#### Data extracts

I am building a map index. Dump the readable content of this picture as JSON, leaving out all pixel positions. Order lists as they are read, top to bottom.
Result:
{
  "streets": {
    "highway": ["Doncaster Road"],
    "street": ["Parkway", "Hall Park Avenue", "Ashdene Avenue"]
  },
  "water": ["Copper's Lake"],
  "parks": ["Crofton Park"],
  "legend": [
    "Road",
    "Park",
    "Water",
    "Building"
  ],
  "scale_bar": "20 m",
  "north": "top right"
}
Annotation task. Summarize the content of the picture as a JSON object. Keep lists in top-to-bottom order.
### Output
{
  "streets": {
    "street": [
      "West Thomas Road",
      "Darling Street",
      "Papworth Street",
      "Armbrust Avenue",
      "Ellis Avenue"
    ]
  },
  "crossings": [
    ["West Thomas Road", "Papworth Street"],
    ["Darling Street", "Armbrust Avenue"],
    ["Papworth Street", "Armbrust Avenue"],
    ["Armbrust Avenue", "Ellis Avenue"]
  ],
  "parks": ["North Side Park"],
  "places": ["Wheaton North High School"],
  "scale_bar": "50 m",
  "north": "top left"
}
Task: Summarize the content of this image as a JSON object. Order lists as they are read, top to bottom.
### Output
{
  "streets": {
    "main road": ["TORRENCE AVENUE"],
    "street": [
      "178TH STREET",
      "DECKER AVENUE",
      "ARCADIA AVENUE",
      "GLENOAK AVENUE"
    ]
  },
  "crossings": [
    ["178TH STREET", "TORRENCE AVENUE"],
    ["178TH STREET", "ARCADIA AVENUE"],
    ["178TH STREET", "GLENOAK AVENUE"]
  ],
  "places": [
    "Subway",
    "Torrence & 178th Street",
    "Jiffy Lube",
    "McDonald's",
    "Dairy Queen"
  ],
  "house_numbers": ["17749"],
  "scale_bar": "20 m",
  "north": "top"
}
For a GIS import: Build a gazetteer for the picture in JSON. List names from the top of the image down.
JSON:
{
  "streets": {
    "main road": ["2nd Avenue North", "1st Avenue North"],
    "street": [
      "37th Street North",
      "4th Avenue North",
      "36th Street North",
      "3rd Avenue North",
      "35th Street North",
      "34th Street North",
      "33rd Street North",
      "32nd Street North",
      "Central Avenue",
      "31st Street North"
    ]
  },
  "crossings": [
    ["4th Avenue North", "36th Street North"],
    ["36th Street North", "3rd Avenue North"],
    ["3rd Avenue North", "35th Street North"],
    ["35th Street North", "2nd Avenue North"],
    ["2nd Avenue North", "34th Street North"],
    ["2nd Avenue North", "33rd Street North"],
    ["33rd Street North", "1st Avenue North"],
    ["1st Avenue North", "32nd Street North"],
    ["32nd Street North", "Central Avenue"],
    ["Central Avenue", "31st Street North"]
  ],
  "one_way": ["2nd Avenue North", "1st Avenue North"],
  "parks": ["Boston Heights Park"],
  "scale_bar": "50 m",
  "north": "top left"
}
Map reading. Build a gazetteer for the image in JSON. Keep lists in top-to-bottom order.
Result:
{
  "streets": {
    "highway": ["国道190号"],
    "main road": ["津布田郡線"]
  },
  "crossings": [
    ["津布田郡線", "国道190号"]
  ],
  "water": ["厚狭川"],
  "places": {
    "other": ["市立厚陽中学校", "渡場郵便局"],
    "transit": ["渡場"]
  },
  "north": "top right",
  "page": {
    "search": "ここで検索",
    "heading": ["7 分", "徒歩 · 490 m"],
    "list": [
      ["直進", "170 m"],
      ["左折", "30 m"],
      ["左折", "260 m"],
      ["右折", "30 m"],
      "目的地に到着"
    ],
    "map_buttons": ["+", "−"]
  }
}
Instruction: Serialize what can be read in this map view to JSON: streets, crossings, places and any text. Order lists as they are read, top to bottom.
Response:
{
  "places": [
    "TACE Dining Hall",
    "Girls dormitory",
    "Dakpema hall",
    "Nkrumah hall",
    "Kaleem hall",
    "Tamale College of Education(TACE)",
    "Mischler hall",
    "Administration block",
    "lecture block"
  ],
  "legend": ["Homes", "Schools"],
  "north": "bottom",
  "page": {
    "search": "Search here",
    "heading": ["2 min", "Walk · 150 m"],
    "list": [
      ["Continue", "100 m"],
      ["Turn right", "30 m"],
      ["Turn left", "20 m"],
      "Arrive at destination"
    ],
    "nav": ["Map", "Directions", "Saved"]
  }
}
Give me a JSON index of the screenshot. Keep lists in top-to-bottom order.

########

Task prompt
If a line appears above, it belongs in your answer, printed exactly.

Worked solution
I am building a map index. Dump the readable content of this picture as JSON, leaving out all pixel positions. Order lists as they are read, top to bottom.
Result:
{
  "streets": {
    "highway": ["Doncaster Road"],
    "street": ["Parkway", "Hall Park Avenue", "Ashdene Avenue"]
  },
  "water": ["Copper's Lake"],
  "parks": ["Crofton Park"],
  "legend": [
    "Road",
    "Park",
    "Water",
    "Building"
  ],
  "scale_bar": "20 m",
  "north": "top right"
}
Annotation task. Summarize the content of the picture as a JSON object. Keep lists in top-to-bottom order.
### Output
{
  "streets": {
    "street": [
      "West Thomas Road",
      "Darling Street",
      "Papworth Street",
      "Armbrust Avenue",
      "Ellis Avenue"
    ]
  },
  "crossings": [
    ["West Thomas Road", "Papworth Street"],
    ["Darling Street", "Armbrust Avenue"],
    ["Papworth Street", "Armbrust Avenue"],
    ["Armbrust Avenue", "Ellis Avenue"]
  ],
  "parks": ["North Side Park"],
  "places": ["Wheaton North High School"],
  "scale_bar": "50 m",
  "north": "top left"
}
Task: Summarize the content of this image as a JSON object. Order lists as they are read, top to bottom.
### Output
{
  "streets": {
    "main road": ["TORRENCE AVENUE"],
    "street": [
      "178TH STREET",
      "DECKER AVENUE",
      "ARCADIA AVENUE",
      "GLENOAK AVENUE"
    ]
  },
  "crossings": [
    ["178TH STREET", "TORRENCE AVENUE"],
    ["178TH STREET", "ARCADIA AVENUE"],
    ["178TH STREET", "GLENOAK AVENUE"]
  ],
  "places": [
    "Subway",
    "Torrence & 178th Street",
    "Jiffy Lube",
    "McDonald's",
    "Dairy Queen"
  ],
  "house_numbers": ["17749"],
  "scale_bar": "20 m",
  "north": "top"
}
For a GIS import: Build a gazetteer for the picture in JSON. List names from the top of the image down.
JSON:
{
  "streets": {
    "main road": ["2nd Avenue North", "1st Avenue North"],
    "street": [
      "37th Street North",
      "4th Avenue North",
      "36th Street North",
      "3rd Avenue North",
      "35th Street North",
      "34th Street North",
      "33rd Street North",
      "32nd Street North",
      "Central Avenue",
      "31st Street North"
    ]
  },
  "crossings": [
    ["4th Avenue North", "36th Street North"],
    ["36th Street North", "3rd Avenue North"],
    ["3rd Avenue North", "35th Street North"],
    ["35th Street North", "2nd Avenue North"],
    ["2nd Avenue North", "34th Street North"],
    ["2nd Avenue North", "33rd Street North"],
    ["33rd Street North", "1st Avenue North"],
    ["1st Avenue North", "32nd Street North"],
    ["32nd Street North", "Central Avenue"],
    ["Central Avenue", "31st Street North"]
  ],
  "one_way": ["2nd Avenue North", "1st Avenue North"],
  "parks": ["Boston Heights Park"],
  "scale_bar": "50 m",
  "north": "top left"
}
Map reading. Build a gazetteer for the image in JSON. Keep lists in top-to-bottom order.
Result:
{
  "streets": {
    "highway": ["国道190号"],
    "main road": ["津布田郡線"]
  },
  "crossings": [
    ["津布田郡線", "国道190号"]
  ],
  "water": ["厚狭川"],
  "places": {
    "other": ["市立厚陽中学校", "渡場郵便局"],
    "transit": ["渡場"]
  },
  "north": "top right",
  "page": {
    "search": "ここで検索",
    "heading": ["7 分", "徒歩 · 490 m"],
    "list": [
      ["直進", "170 m"],
      ["左折", "30 m"],
      ["左折", "260 m"],
      ["右折", "30 m"],
      "目的地に到着"
    ],
    "map_buttons": ["+", "−"]
  }
}
Instruction: Serialize what can be read in this map view to JSON: streets, crossings, places and any text. Order lists as they are read, top to bottom.
Response:
{
  "places": [
    "TACE Dining Hall",
    "Girls dormitory",
    "Dakpema hall",
    "Nkrumah hall",
    "Kaleem hall",
    "Tamale College of Education(TACE)",
    "Mischler hall",
    "Administration block",
    "lecture block"
  ],
  "legend": ["Homes", "Schools"],
  "north": "bottom",
  "page": {
    "search": "Search here",
    "heading": ["2 min", "Walk · 150 m"],
    "list": [
      ["Continue", "100 m"],
      ["Turn right", "30 m"],
      ["Turn left", "20 m"],
      "Arrive at destination"
    ],
    "nav": ["Map", "Directions", "Saved"]
  }
}
Give me a JSON index of the screenshot. Keep lists in top-to-bottom order.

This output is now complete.